Consider the following situation:
Peter is a freelance writer writes to an organization with a well known blog, requesting them to carry his blog on their website. The organization responds with enthusiasm, and wants to take the collaboration ahead. There is no response from Peter for a month. A month later, Peter writes back with an apology and requests the organization to carry his article on their blog. The organization says they will do so, and would let him know when the article is up. However, since posts are usually scheduled in advance, it might take a while. There is no response from Peter for ten days. After ten days, he writes back asking if the article has been published. The organization responds with the link to the published article. About two weeks pass by, and there is still no email of acknowledgment from Peter.
Why is the case in point a lesson in professionalism?
The situation illustrated above is only one of the several ways that simple courtesies, politeness and a basic humanitarian approach in the world of work is undermined. What is worse is that, Peter probably doesn’t even realize that he is not only being unprofessional, but also rude – may be unwittingly so.
One of the key principles of maintaining professionalism is being courteous and polite at all times. This aspect applies not only to the real time day-to-do situations in the ‘real’ world of work, but also in the virtual world. Today, so much of our business is transacted across virtual boundaries. While we may not be able to see or touch the person behind the emails and the black letters on our screen that inform our understanding of the person concerned and the situation at hand, we still know that there is a human being at the other end. What indeed makes our communication governed by machines less mechanical, and transactional is how we choose to communicate – courtesy in the virtual world matters more than you may think.
How might have Peter been a better communicator in the above scenario?
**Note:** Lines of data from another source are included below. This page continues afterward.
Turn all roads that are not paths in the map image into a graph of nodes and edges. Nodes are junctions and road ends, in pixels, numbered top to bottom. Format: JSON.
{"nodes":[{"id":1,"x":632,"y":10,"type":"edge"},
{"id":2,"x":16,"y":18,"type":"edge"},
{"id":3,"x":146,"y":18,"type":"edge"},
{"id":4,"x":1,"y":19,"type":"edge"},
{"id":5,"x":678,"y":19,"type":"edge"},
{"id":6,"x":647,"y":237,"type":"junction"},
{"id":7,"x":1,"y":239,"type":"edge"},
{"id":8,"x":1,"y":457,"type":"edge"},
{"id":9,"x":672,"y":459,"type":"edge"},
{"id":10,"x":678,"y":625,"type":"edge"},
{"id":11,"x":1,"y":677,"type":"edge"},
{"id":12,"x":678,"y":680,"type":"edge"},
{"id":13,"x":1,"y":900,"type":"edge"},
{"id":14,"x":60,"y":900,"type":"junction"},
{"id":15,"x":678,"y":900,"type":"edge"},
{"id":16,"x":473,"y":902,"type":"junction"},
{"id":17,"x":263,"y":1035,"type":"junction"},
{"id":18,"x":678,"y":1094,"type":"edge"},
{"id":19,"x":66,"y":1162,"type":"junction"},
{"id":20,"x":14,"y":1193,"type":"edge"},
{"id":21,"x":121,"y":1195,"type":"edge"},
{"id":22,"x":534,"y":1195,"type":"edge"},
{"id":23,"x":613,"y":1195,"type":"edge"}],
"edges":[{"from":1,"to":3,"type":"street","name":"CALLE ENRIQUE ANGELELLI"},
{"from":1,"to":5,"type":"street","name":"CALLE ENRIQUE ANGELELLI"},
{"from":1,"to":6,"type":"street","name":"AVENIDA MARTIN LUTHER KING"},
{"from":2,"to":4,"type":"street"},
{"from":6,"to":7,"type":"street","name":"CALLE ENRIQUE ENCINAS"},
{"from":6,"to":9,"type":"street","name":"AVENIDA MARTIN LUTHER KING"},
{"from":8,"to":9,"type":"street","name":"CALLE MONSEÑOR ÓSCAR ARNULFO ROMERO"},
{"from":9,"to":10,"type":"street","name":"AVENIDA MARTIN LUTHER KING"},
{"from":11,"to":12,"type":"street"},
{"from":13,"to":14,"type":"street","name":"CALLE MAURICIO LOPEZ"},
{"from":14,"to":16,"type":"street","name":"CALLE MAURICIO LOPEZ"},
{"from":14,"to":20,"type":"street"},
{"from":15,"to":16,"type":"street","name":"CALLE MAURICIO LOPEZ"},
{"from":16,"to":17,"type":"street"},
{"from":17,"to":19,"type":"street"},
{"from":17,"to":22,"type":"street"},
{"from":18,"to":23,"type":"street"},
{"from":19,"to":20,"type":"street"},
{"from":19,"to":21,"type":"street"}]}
- By making his communication appear less like a transaction, and more like a dialogue – i.e., by responding not just to get his work done and to follow up, but by being timely and more courteous in his responses. And most of all, by expressing gratitude once the work was done. The organization could have refused to publish the article by citing delay as a reason, and Peter/ or anyone else in his stead would have had no grounds to contest that.
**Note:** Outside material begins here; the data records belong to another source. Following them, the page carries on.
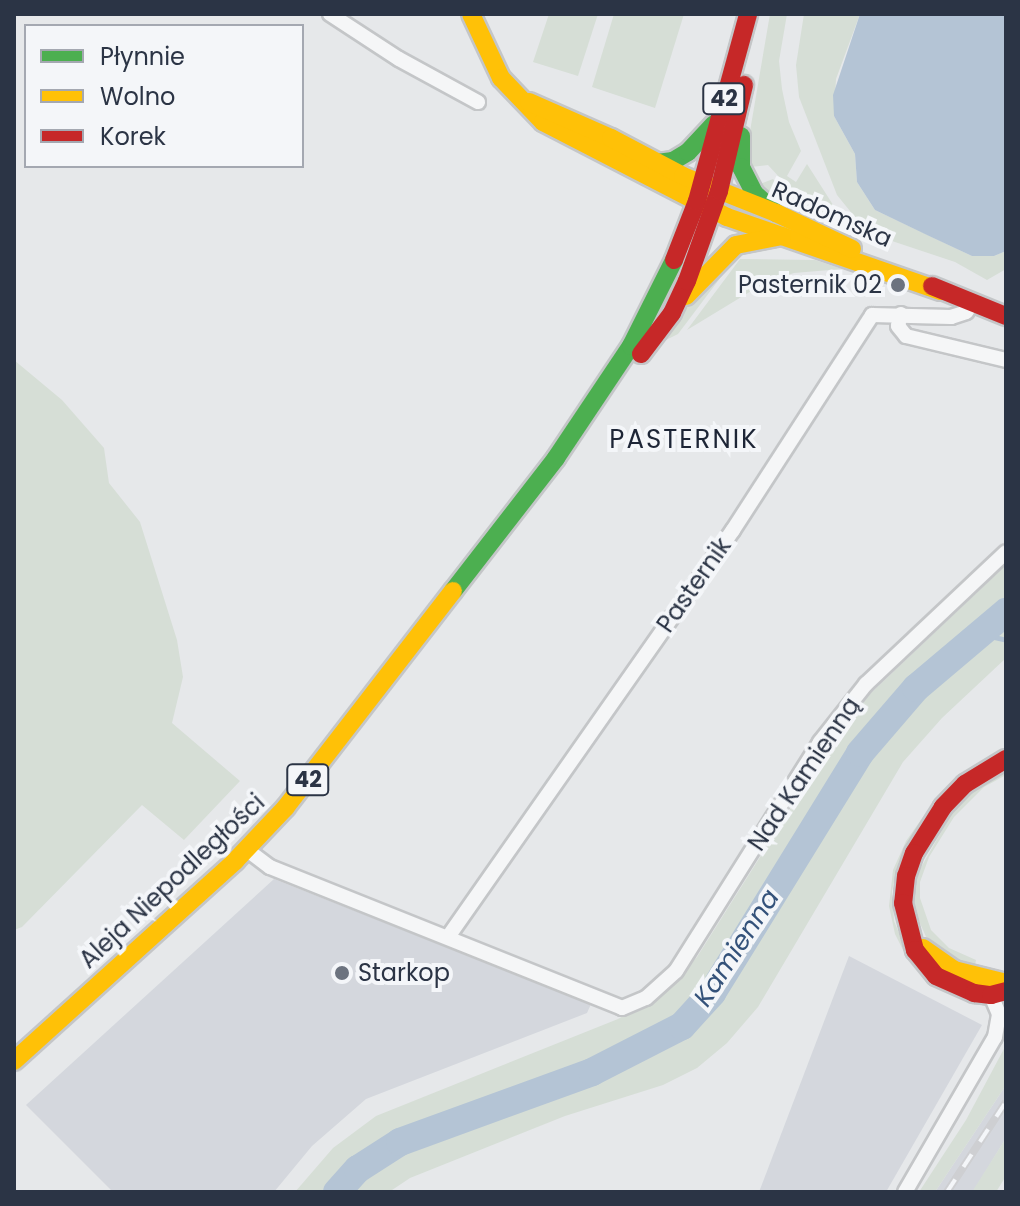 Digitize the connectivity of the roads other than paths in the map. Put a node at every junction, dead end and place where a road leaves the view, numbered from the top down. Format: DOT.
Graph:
graph roads {
  1 [pos="330,14"];
  2 [pos="471,14"];
  3 [pos="748,14"];
  4 [pos="761,14"];
  5 [pos="745,82"];
  6 [pos="522,99"];
  7 [pos="478,102"];
  8 [pos="720,115"];
  9 [pos="657,163"];
  10 [pos="707,196"];
  11 [pos="776,213"];
  12 [pos="782,236"];
  13 [pos="941,291"];
  14 [pos="972,304"];
  15 [pos="672,313"];
  16 [pos="901,314"];
  17 [pos="1006,316"];
  18 [pos="1006,360"];
  19 [pos="556,458"];
  20 [pos="1006,552"];
  21 [pos="1006,759"];
  22 [pos="246,849"];
  23 [pos="448,937"];
  24 [pos="1000,989"];
  25 [pos="1006,1031"];
  26 [pos="988,1053"];
  27 [pos="14,1061"];
  28 [pos="905,1192"];
  1 -- 7 [label="street"];
  2 -- 6 [label="main road"];
  3 -- 8 [label="main road, 42"];
  4 -- 5 [label="main road, 42"];
  5 -- 10 [label="main road, 42"];
  5 -- 11 [label="main road"];
  6 -- 9 [label="main road"];
  6 -- 10 [label="main road"];
  8 -- 9 [label="main road"];
  8 -- 10 [label="main road, 42"];
  9 -- 10 [label="main road"];
  10 -- 11 [label="main road, Radomska"];
  10 -- 12 [label="main road, Radomska"];
  10 -- 15 [label="main road, Aleja Niepodległości / 42"];
  10 -- 19 [label="main road, Aleja Niepodległości / 42"];
  11 -- 13 [label="main road, Radomska"];
  12 -- 13 [label="main road, Radomska"];
  12 -- 15 [label="main road"];
  13 -- 14 [label="main road, Radomska"];
  14 -- 16 [label="street, Pasternik"];
  14 -- 17 [label="main road, Radomska"];
  15 -- 19 [label="main road, Aleja Niepodległości / 42"];
  16 -- 18 [label="street"];
  16 -- 23 [label="street, Pasternik"];
  19 -- 22 [label="main road, Aleja Niepodległości / 42"];
  20 -- 23 [label="street, Nad Kamienną"];
  21 -- 24 [label="main road"];
  22 -- 23 [label="street"];
  22 -- 27 [label="main road, Aleja Niepodległości / 42"];
  24 -- 26 [label="street"];
  25 -- 26 [label="street"];
  26 -- 28 [label="street"];
}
It is especially important for young professionals to understand how these seemingly ‘small’ things make a big difference to one’s professional trajectory. While these aspects of professionalism may seem trivial to some, they by no means would fit under that adjective. Small things matter. Who you are as a person, comes across through how you communicate. Communication through virtual platforms has plenty of scope for misunderstandings. However, virtual platforms have become the base for much of what we do in the world of work today. Therefore, if one needs to be extra cautious while communicating in the virtual world – the effort is worth it.
Because, whatever the business is, whatever the transaction is, while machines enable, there are humans behind those machines. And if we cannot bring the human touch to our communication with each other, where does that leave us?